■ **Exercise directions**:
Out of the lines below, please list those that hold the string "highway".

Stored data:
● ● ● ● ● ● ●

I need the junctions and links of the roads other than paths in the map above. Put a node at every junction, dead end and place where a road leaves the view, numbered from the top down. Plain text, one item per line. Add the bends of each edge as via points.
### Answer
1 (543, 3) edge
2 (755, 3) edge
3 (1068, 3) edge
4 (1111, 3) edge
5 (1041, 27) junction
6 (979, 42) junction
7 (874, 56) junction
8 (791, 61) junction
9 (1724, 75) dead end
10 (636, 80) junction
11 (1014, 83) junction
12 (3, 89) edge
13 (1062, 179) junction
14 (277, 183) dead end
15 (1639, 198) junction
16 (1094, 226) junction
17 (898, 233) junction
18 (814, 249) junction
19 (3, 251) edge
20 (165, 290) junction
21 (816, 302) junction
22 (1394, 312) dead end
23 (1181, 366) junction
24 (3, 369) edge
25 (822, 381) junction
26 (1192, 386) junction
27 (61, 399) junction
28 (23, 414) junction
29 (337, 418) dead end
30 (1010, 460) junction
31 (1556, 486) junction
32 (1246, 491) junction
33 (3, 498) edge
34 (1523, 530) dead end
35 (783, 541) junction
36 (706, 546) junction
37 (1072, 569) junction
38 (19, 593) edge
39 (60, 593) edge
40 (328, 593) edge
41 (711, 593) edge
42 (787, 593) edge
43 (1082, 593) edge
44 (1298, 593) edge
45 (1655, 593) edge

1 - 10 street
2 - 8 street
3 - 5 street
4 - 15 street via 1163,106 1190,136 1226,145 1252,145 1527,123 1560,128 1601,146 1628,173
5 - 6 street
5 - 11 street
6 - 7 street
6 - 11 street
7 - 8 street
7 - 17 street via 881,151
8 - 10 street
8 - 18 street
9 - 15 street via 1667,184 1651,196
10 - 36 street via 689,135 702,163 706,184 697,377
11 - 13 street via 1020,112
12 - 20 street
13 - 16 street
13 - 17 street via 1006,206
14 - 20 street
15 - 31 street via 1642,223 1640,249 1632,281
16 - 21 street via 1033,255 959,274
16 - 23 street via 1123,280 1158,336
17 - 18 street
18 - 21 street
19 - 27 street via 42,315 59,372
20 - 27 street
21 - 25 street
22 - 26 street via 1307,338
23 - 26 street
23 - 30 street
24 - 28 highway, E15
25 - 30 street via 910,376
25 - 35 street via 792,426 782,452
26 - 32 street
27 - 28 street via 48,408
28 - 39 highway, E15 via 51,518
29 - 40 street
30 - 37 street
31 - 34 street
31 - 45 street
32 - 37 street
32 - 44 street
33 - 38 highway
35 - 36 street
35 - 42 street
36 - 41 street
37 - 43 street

● ● ● ● ● ● ●

■ **Response to this exercise**:
24 - 28 highway, E15
28 - 39 highway, E15 via 51,518
33 - 38 highway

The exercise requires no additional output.